Any picture in the listing is left out of the copy; all else is duplicated exactly.
Supplied material Block Start
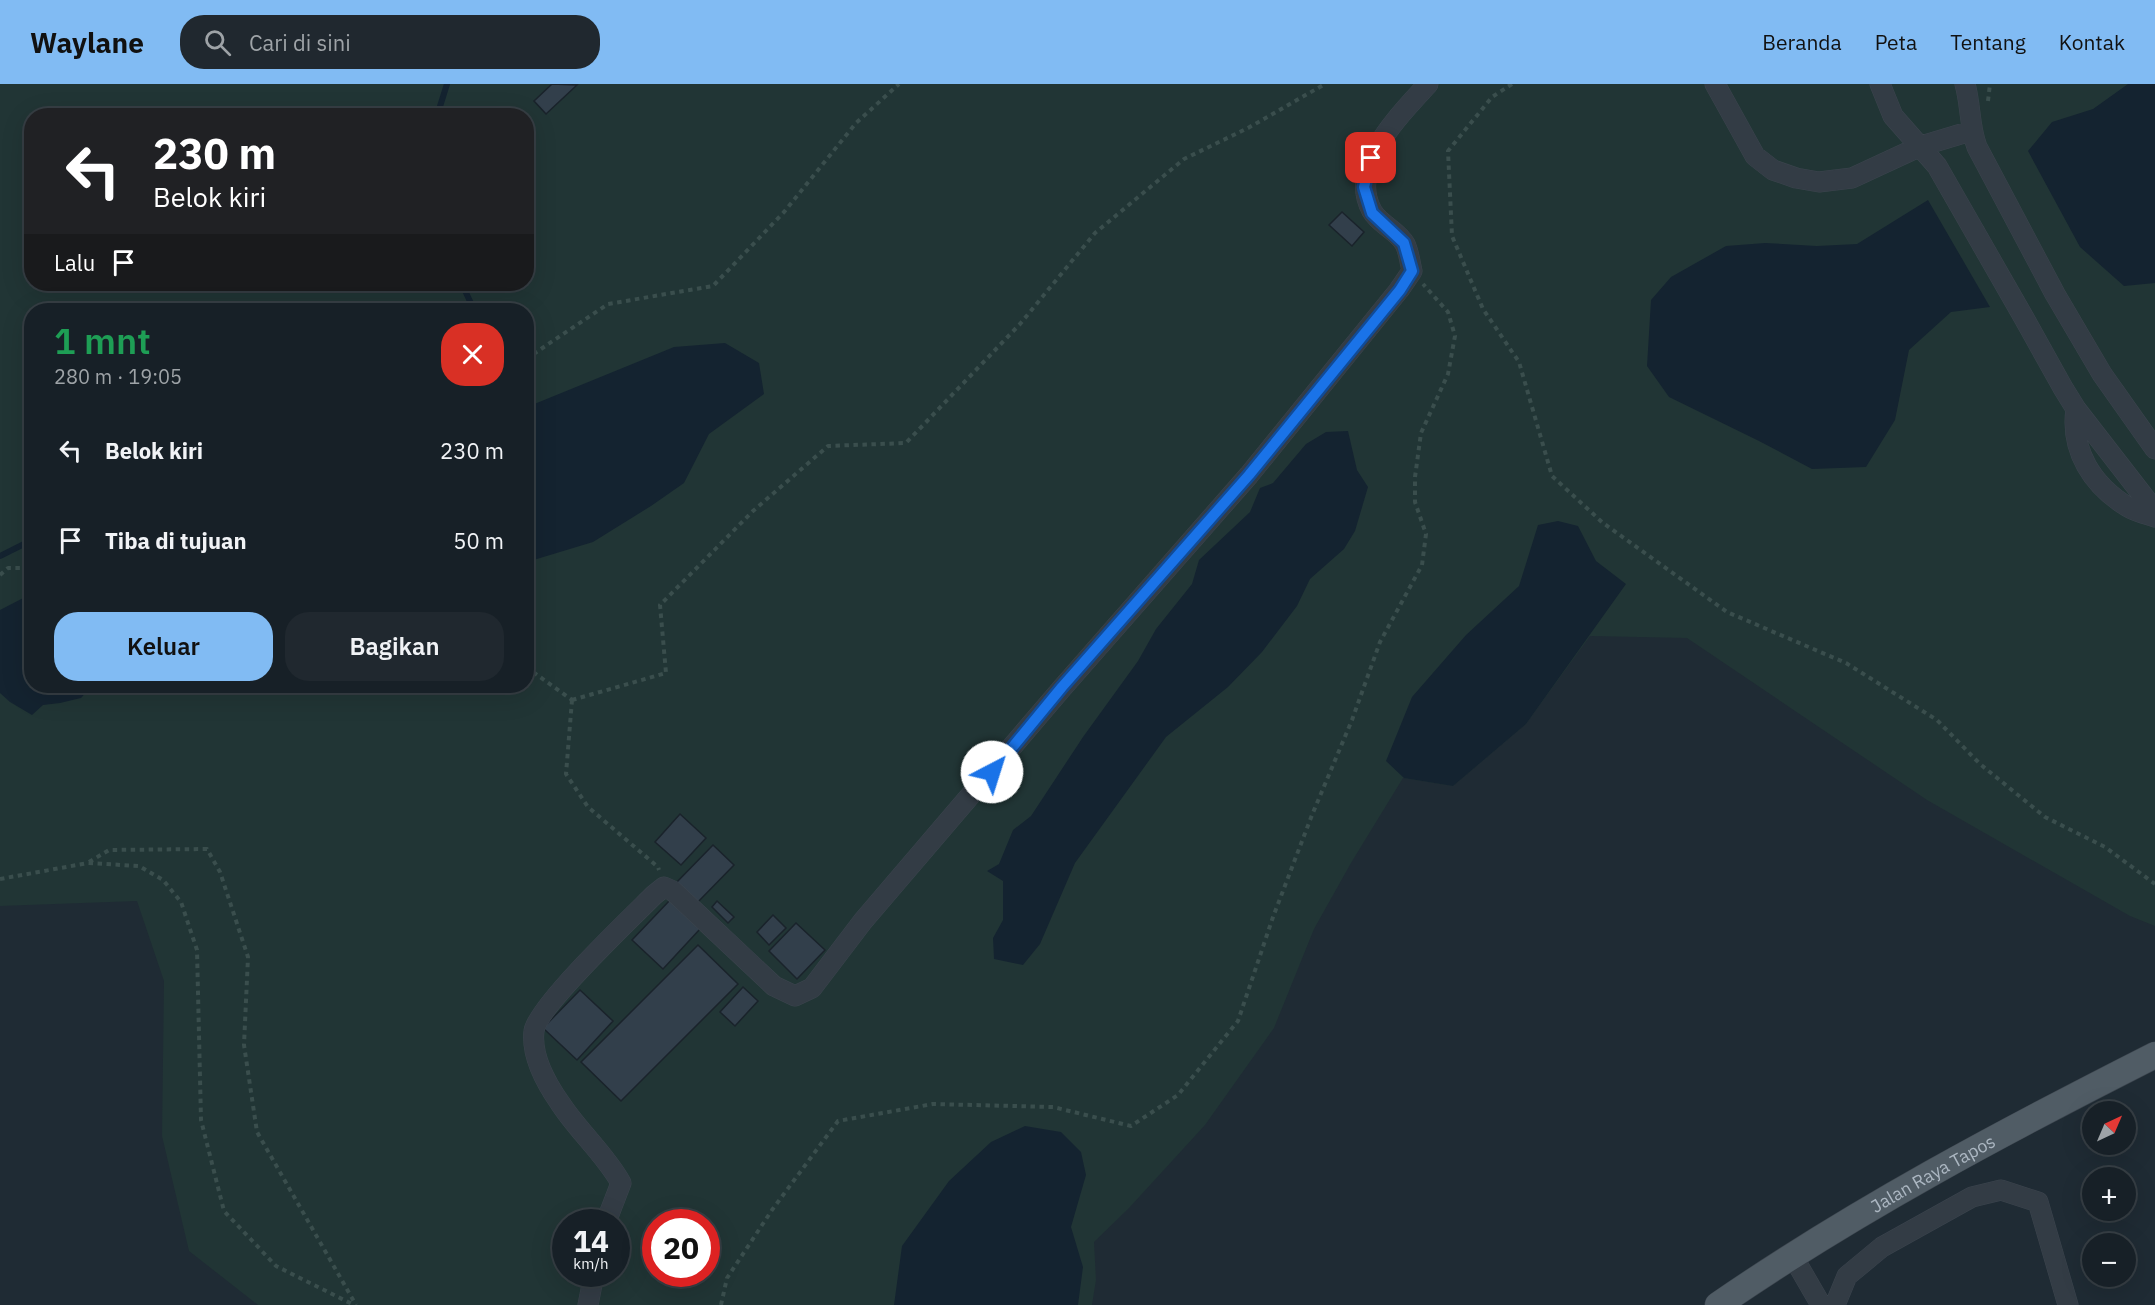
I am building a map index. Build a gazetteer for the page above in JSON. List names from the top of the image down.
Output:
{
  "streets": {
    "main road": ["Jalan Raya Tapos"]
  },
  "north": "top right",
  "page": {
    "header": "Waylane",
    "search": "Cari di sini",
    "nav": [
      "Beranda",
      "Peta",
      "Tentang",
      "Kontak"
    ],
    "turn": ["230 m", "Belok kiri"],
    "then": "Lalu",
    "heading": ["1 mnt", "280 m · 19:05"],
    "list": [
      {
        "name": "Belok kiri",
        "value": "230 m"
      },
      {
        "name": "Tiba di tujuan",
        "value": "50 m"
      }
    ],
    "buttons": ["Keluar", "Bagikan"],
    "map_buttons": ["+", "−"],
    "speed": "14 km/h",
    "limit": "20"
  }
}
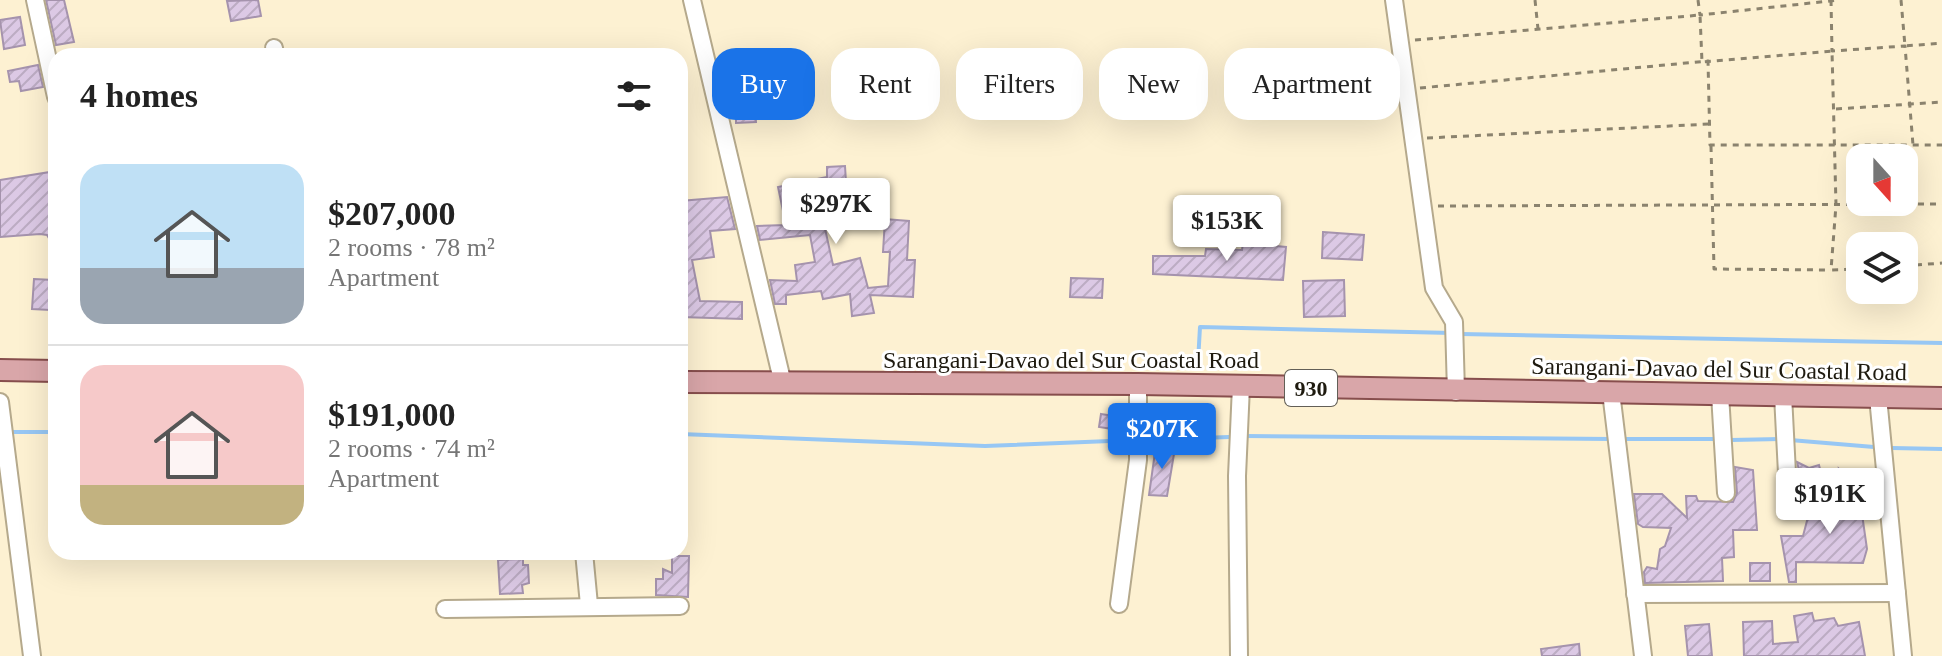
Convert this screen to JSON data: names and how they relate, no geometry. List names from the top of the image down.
{
  "streets": {
    "main road": ["Sarangani-Davao del Sur Coastal Road", "930"]
  },
  "north": "bottom",
  "page": {
    "chip": [
      "Buy",
      "Rent",
      "Filters",
      "New",
      "Apartment"
    ],
    "heading": "4 homes",
    "list": [
      {
        "name": "$207,000",
        "note": "2 rooms · 78 m² · Apartment"
      },
      {
        "name": "$191,000",
        "note": "2 rooms · 74 m² · Apartment"
      }
    ],
    "price": [
      "$297K",
      "$153K",
      "$207K",
      "$191K"
    ]
  }
}
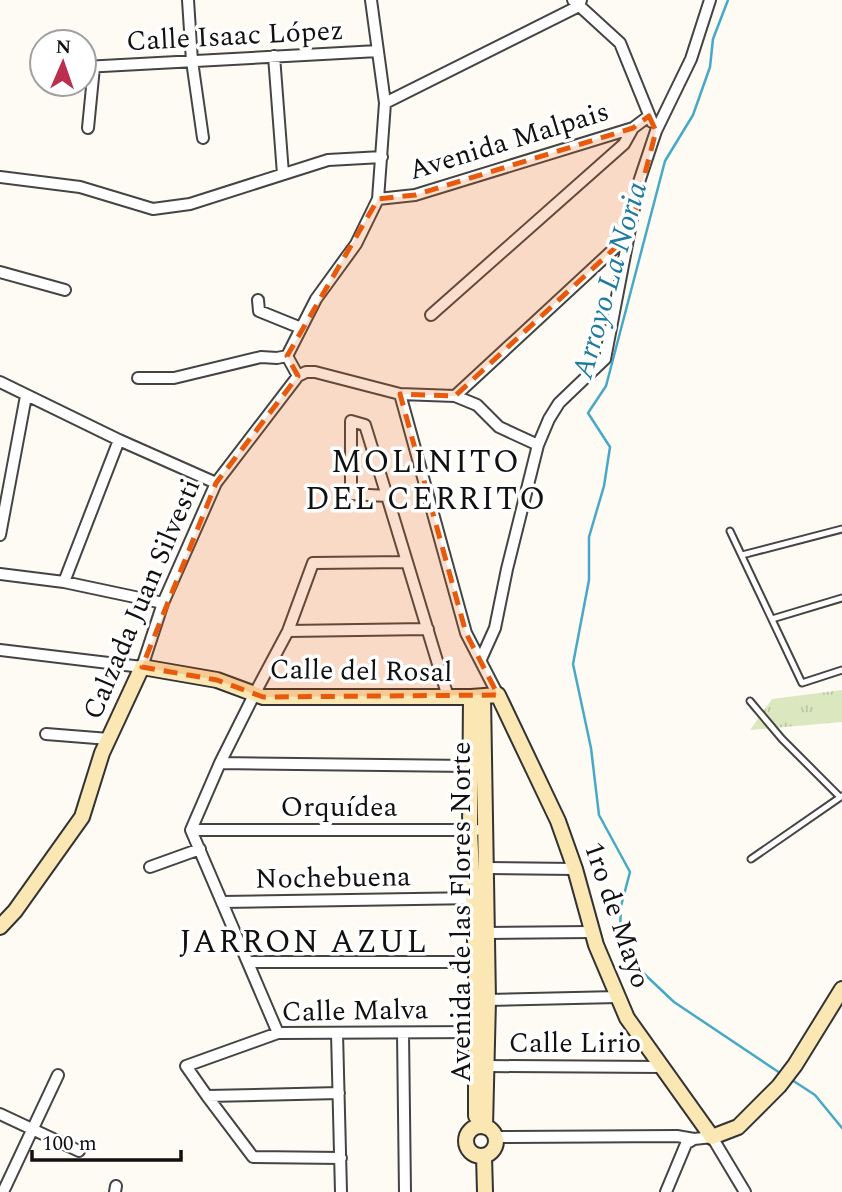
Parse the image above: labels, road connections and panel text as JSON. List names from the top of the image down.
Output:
Supplied material Block End
• [Task result]:
I am building a map index. Build a gazetteer for the page above in JSON. List names from the top of the image down.
Output:
{
  "streets": {
    "main road": ["Jalan Raya Tapos"]
  },
  "north": "top right",
  "page": {
    "header": "Waylane",
    "search": "Cari di sini",
    "nav": [
      "Beranda",
      "Peta",
      "Tentang",
      "Kontak"
    ],
    "turn": ["230 m", "Belok kiri"],
    "then": "Lalu",
    "heading": ["1 mnt", "280 m · 19:05"],
    "list": [
      {
        "name": "Belok kiri",
        "value": "230 m"
      },
      {
        "name": "Tiba di tujuan",
        "value": "50 m"
      }
    ],
    "buttons": ["Keluar", "Bagikan"],
    "map_buttons": ["+", "−"],
    "speed": "14 km/h",
    "limit": "20"
  }
}
Convert this screen to JSON data: names and how they relate, no geometry. List names from the top of the image down.
{
  "streets": {
    "main road": ["Sarangani-Davao del Sur Coastal Road", "930"]
  },
  "north": "bottom",
  "page": {
    "chip": [
      "Buy",
      "Rent",
      "Filters",
      "New",
      "Apartment"
    ],
    "heading": "4 homes",
    "list": [
      {
        "name": "$207,000",
        "note": "2 rooms · 78 m² · Apartment"
      },
      {
        "name": "$191,000",
        "note": "2 rooms · 74 m² · Apartment"
      }
    ],
    "price": [
      "$297K",
      "$153K",
      "$207K",
      "$191K"
    ]
  }
}
Parse the image above: labels, road connections and panel text as JSON. List names from the top of the image down.
Output:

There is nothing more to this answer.